Most Fan-Friendly Local Professional Athlete 2013 | Charlie Batch | People + Places | Pittsburgh

Best Of PGH

Most Fan-Friendly Local Professional Athlete

Charlie Batch

Hometown favorite Charlie Batch, best of Pittsburgh
Photo by Heather Mull
Styling by Michelle Pacis
Hometown favorite Charlie Batch

Charlie Batch
www.charliebatch.com
www.batchfoundation.org

For former Pittsburgh Steelers quarterback Charlie Batch, fan interaction is a two-way street.

Once, for example, Batch was driving through McKees Rocks in the middle of the afternoon when he saw a young man walking down the street.

"So I stopped and I asked him, ‘Shouldn't you be in school?'" Batch recalls. The student told Batch that he was a football player and since he was failing he wasn't able to play. He didn't believe his teachers were taking the time to work with him.

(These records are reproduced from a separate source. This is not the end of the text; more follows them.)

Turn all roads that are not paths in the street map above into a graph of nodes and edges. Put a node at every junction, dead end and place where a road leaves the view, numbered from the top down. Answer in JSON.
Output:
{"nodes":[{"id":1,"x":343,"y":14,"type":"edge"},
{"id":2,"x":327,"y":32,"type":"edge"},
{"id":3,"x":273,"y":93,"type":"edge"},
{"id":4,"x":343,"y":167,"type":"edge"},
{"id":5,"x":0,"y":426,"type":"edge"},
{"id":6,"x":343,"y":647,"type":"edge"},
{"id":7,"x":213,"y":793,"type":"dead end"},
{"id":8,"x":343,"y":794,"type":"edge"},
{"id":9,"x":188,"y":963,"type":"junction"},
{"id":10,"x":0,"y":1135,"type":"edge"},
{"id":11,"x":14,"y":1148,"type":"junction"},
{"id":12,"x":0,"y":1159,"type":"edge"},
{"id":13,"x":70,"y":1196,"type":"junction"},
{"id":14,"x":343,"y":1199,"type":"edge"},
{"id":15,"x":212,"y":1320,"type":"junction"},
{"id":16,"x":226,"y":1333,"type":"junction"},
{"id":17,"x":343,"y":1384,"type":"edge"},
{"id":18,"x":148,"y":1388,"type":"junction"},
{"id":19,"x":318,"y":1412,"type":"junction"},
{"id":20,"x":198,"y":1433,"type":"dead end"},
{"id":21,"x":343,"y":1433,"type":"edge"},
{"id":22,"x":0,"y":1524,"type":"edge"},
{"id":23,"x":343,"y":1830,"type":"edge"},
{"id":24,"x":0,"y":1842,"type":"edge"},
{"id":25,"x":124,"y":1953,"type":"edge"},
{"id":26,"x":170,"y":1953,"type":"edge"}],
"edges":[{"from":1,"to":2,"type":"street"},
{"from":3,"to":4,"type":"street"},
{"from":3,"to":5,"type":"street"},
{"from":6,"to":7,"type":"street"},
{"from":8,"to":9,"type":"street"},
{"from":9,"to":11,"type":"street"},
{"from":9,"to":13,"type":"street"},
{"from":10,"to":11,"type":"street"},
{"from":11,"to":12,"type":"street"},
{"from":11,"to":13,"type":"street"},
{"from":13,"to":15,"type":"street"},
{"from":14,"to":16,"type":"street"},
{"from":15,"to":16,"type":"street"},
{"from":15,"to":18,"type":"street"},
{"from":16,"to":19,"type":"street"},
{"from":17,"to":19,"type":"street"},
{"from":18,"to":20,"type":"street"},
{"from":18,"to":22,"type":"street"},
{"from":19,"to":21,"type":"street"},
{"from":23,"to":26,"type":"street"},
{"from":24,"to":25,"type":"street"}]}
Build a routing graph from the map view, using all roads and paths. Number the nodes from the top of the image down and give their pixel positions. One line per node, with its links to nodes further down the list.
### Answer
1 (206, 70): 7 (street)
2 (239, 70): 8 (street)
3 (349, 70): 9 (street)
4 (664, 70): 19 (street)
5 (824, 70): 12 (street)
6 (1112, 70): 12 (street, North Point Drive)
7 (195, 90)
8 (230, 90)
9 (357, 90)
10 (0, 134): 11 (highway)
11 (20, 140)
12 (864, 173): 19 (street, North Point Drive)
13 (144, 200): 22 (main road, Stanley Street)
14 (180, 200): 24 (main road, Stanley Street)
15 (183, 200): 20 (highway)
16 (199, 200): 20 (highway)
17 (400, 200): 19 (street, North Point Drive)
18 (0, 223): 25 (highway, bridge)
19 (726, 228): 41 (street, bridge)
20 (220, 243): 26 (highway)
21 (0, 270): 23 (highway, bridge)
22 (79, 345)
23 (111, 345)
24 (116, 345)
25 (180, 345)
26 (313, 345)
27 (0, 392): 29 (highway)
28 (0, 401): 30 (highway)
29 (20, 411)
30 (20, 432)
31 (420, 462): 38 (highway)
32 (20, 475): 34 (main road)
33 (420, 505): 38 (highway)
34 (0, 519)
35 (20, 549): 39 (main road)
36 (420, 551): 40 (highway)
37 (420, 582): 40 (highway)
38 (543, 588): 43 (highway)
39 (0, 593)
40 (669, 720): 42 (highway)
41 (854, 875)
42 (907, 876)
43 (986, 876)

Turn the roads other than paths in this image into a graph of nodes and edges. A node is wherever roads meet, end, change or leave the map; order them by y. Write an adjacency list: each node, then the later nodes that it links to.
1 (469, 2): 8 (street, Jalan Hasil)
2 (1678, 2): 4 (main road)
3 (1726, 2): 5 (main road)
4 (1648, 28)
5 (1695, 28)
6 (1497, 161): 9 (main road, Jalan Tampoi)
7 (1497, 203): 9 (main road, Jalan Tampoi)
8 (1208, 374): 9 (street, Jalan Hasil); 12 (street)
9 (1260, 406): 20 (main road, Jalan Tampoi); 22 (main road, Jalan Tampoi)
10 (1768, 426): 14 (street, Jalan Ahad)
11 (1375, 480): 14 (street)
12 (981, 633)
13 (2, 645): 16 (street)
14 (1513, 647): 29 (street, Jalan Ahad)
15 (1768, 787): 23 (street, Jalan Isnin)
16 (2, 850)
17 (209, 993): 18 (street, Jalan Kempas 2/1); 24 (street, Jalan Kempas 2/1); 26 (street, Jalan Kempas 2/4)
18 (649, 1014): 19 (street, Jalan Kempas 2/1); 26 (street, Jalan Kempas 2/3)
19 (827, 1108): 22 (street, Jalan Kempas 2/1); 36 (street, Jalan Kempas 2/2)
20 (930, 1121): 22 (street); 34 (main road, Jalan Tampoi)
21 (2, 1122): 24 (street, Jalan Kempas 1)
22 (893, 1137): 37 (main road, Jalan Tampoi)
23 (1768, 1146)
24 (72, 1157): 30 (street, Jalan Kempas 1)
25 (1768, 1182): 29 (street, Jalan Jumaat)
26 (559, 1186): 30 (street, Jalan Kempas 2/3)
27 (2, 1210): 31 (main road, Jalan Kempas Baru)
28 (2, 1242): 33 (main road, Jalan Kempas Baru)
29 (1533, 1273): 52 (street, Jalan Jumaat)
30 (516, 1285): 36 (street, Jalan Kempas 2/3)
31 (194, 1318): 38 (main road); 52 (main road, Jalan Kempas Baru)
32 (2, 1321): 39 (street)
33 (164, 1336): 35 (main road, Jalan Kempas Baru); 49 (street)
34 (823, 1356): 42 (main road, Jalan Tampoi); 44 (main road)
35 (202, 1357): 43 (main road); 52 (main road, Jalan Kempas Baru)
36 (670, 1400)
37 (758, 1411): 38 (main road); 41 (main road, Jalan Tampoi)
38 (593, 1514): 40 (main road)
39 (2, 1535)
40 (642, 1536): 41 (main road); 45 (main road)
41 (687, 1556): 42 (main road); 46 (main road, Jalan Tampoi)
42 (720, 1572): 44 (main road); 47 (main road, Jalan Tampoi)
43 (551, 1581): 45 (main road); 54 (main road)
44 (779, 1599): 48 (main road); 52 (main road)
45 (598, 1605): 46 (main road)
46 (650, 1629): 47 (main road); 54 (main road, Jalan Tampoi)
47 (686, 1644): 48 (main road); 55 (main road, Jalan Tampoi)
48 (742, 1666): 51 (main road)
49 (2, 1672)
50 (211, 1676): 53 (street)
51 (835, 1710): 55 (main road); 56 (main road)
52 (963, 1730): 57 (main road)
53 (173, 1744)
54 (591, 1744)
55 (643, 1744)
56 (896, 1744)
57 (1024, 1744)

"I physically took him back to school and talked with his teachers and principal, who put him on a program to get his grades up to play ball," Batch says. "Then several years later, I was playing in a charity basketball game at Bethany College and this young man walked up to me and asked if I remembered him. It was that same kid, and he said he wanted to thank me for helping him because he had just graduated from college.

"Through my foundation, we reach out to 2,300 kids every year, and it's the small memories like that that makes what we do worthwhile."

City Paper readers also clearly appreciate Batch's efforts and voted him the city's most fan-friendly athlete — an honor Batch calls "very humbling." For Batch, who until this year spent 11 years as the Steelers' backup, being friendly and accessible to the fans is a natural undertaking.

"I know how important it is to be there for the fans because growing up in Homestead, I was that fan," Batch says. "Plus, my mother lived in the same house for 20 years and my grandmother for 35 years, so I'm not a hard guy to get a hold of."

Batch was drafted in the second round of the 1998 NFL draft by the Detroit Lions. He began the Batch Foundation in 1999, focusing at first on literacy and computer programs for children in both Pennsylvania and Michigan — an effort to honor his sister, who was shot and killed in 1996. Once he became a Steeler, in 2002, Batch shifted the program completely to his hometown. He's been interacting with and helping local youths ever since.

And now that he's retired, Batch says he has even more time to spend with his foundation and the fans.

"For the first time in years, I have the fall off," says Batch. "That gives me more time for speaking engagements and more time to do events with the fans and work with the kids.

"I've had a great career, and the opportunity to give back to the community where I grew up has really been special."